With costs so high, money influences (or infects, depending on your point of view) every aspect of filmmaking. Would The Thin Red Line have been made if Fox hadn't counted on starpower to turn a profit? And since it didn't, will we see its like again? The fact is, the way movies make money has a huge impact on the way movies get made and seen, and which movies get made. This column has always had a solid perspective on the roles of art and commerce in film, and it would be a shame to lose that perspective. Thanks for what you do (not that you do it for free -- art and commerce, baby)."

And lodged somewhere in the middle is Dan: "I too would love for the emphasis on box office dollars in entertainment reporting disappear completely; I think such a disappearance would shift the attention from the big loud summer movies towards the movies that truly need the attention like small art house pictures. The box office take has such a great effect on areas of filmmaking nowadays that it has become like the 800-pound gorilla.

Having said the above, you can not completely ignore box office dollars. The results are EVERYWHERE and you wouldn't be a good columnist if you didn't at least mentioned them from time to time because it is a big part of the movie business. A lot of decisions, especially nowadays, seem to be based on the bottom line. So perhaps you can find ways to counteract this emphasis of the race for the number one at the box office each week. Something like seat count just so readers have more information on which to interpret the results."

And last but not least, Diamond Lil writes: "I almost wrote you about it before: if you disagree with the numbers game, do not play it. You are too good critiquing to employ so much time and space in that nonsense. I am not saying completely ignore it -- now we are all caught up in this -- but to a much lesser degree.

And it seems to me that your blood pressure goes up a tad much when you are on the numbers subject. We want you around for a long time, David. De-stress your life."

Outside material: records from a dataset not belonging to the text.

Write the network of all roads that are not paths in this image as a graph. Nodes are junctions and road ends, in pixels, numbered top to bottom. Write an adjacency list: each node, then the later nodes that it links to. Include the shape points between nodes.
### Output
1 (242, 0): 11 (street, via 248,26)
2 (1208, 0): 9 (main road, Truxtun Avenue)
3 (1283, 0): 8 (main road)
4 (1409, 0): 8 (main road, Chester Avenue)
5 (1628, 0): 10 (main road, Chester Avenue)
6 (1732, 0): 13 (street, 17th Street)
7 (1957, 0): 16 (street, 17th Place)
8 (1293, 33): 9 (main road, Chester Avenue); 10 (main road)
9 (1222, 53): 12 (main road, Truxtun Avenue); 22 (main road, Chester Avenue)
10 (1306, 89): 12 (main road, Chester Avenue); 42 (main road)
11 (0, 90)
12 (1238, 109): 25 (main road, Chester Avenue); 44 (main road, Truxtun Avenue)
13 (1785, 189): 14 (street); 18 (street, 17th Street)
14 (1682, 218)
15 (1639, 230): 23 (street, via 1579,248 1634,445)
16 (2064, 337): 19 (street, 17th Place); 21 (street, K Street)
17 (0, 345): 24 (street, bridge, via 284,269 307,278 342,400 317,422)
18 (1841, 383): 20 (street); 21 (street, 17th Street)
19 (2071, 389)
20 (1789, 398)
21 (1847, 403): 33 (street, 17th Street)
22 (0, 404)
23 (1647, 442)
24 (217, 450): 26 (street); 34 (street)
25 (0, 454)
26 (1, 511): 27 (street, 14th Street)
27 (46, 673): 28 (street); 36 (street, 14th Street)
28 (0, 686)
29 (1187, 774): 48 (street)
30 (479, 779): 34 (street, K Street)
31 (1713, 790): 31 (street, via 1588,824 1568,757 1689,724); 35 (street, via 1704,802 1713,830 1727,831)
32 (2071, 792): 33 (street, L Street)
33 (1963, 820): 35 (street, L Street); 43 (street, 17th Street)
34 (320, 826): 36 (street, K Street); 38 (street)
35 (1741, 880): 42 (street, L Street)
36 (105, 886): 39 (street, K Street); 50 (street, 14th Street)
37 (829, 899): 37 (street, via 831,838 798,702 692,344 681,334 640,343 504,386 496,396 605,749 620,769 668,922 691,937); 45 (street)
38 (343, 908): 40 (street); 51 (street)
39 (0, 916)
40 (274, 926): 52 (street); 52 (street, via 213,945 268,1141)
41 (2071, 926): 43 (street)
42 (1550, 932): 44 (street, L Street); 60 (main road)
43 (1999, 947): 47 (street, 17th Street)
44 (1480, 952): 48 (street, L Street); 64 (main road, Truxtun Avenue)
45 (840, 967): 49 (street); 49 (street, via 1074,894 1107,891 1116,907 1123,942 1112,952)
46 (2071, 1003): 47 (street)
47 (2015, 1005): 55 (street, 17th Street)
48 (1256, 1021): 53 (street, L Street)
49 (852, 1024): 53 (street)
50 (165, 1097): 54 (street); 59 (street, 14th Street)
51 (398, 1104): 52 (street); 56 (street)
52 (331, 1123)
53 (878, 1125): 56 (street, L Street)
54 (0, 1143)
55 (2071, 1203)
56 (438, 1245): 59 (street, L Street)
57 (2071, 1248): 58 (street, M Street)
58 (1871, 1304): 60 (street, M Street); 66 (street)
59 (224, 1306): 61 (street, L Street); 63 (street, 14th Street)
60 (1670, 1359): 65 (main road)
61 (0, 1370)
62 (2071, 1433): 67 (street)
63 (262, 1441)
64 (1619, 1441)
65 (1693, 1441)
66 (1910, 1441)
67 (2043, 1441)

E ME: Just so y'all know, the reason I do Box Office Extra on Fridays instead of including it in the column is that I know that some of you don't want to read it. So, it's just an extra piece that you can easily avoid. On Mondays, box office is always the news of the day, though I have tried to write less comprehensively about the numbers, focusing only what I see as news. The battle of art vs. commerce continues to rage, here as everywhere. All life is balance. Right?